Dataset records:

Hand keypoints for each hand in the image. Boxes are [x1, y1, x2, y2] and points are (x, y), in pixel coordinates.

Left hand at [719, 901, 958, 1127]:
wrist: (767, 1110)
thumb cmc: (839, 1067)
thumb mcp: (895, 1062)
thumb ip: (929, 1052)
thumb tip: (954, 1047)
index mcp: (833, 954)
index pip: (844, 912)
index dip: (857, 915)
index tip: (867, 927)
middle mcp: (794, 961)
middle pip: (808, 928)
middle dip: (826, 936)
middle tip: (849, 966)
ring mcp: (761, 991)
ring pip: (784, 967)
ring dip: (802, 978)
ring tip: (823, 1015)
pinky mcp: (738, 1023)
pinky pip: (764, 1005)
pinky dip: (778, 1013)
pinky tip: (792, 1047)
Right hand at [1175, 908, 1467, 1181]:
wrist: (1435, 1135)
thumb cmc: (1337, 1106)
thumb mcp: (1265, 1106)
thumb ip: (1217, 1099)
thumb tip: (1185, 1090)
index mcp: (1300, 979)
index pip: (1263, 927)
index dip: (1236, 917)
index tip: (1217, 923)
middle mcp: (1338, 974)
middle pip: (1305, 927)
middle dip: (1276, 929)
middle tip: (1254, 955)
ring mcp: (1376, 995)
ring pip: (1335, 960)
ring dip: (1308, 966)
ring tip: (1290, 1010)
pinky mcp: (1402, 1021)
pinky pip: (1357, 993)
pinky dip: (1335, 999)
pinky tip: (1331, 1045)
---
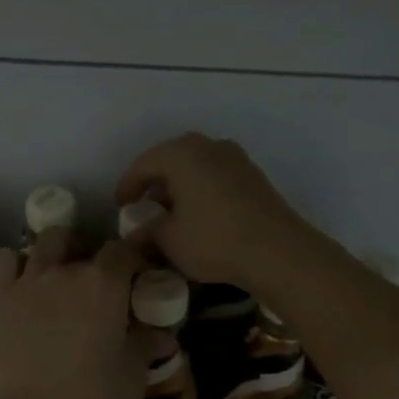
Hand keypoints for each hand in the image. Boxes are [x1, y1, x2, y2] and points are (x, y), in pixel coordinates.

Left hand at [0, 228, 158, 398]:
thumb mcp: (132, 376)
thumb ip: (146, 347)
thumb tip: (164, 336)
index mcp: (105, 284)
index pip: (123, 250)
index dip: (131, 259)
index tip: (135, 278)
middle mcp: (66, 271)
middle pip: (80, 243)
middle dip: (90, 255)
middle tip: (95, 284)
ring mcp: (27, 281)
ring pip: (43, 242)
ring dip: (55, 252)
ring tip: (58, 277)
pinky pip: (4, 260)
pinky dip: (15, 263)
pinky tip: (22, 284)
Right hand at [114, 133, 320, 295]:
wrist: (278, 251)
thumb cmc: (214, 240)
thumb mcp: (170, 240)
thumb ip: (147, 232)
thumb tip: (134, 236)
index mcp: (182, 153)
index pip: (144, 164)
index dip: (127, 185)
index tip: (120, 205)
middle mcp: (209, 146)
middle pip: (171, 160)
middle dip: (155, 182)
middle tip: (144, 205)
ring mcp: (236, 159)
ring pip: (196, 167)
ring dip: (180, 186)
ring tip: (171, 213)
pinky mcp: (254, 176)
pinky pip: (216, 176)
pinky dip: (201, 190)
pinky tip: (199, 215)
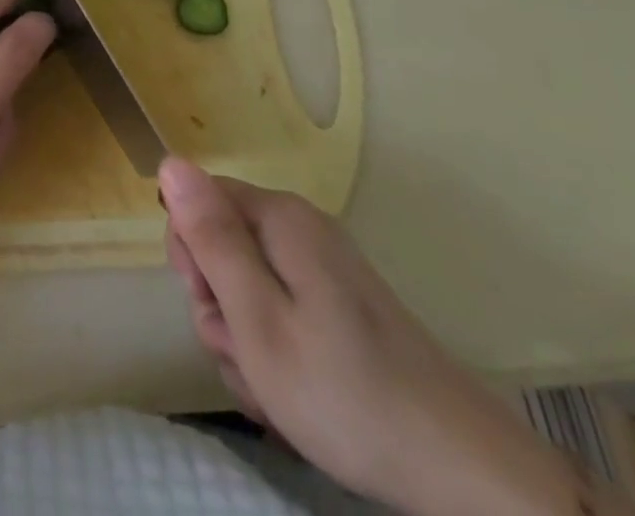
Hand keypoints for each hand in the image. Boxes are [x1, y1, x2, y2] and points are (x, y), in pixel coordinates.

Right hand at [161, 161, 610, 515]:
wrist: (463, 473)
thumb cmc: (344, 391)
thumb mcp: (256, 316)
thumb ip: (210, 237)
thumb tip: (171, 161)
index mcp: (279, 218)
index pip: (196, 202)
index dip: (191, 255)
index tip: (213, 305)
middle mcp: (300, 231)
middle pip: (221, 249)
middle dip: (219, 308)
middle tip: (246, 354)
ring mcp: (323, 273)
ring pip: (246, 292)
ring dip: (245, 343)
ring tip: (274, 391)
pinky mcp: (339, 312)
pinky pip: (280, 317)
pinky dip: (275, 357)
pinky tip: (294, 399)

Work order:
Would you set down only the lines above from the line with "pinky tip: (22, 284)" to the line with "pinky tip: (294, 399)", both included, exactly as they stand and without the pictures?

Output:
pinky tip: (22, 284)
Right hand at [114, 133, 320, 295]:
wrist: (278, 251)
thumb cmc: (214, 240)
thumb mcp: (170, 240)
thumb ip: (147, 232)
thumb tip: (134, 236)
index mcp: (182, 153)
index pip: (144, 164)
index dip: (127, 185)
index tip: (120, 205)
middle mcp: (209, 146)
middle pip: (171, 160)
middle dip: (155, 182)
middle tip: (144, 205)
ring mcp: (236, 159)
ring pip: (196, 167)
ring dip: (180, 186)
ring tip: (171, 213)
pinky mcp: (254, 176)
pinky pip: (216, 176)
pinky dip: (201, 190)
pinky tip: (199, 215)
Hand keypoints for each hand in the image. Boxes are [x1, y1, x2, y2] and points are (x, y), in pixel coordinates.

Right hand at [161, 161, 610, 515]:
wrist: (463, 473)
thumb cmc: (344, 391)
thumb mcp: (256, 316)
thumb ip: (210, 237)
thumb tip: (171, 161)
index mcp: (279, 218)
index pip: (196, 202)
index dip: (191, 255)
index tip: (213, 305)
middle mcp: (300, 231)
middle pip: (221, 249)
middle dip: (219, 308)
middle tip: (246, 354)
ring mcp: (323, 273)
ring pip: (246, 292)
ring dip: (245, 343)
ring tip: (274, 391)
pinky mcp: (339, 312)
pinky pip: (280, 317)
pinky dip: (275, 357)
pinky tip: (294, 399)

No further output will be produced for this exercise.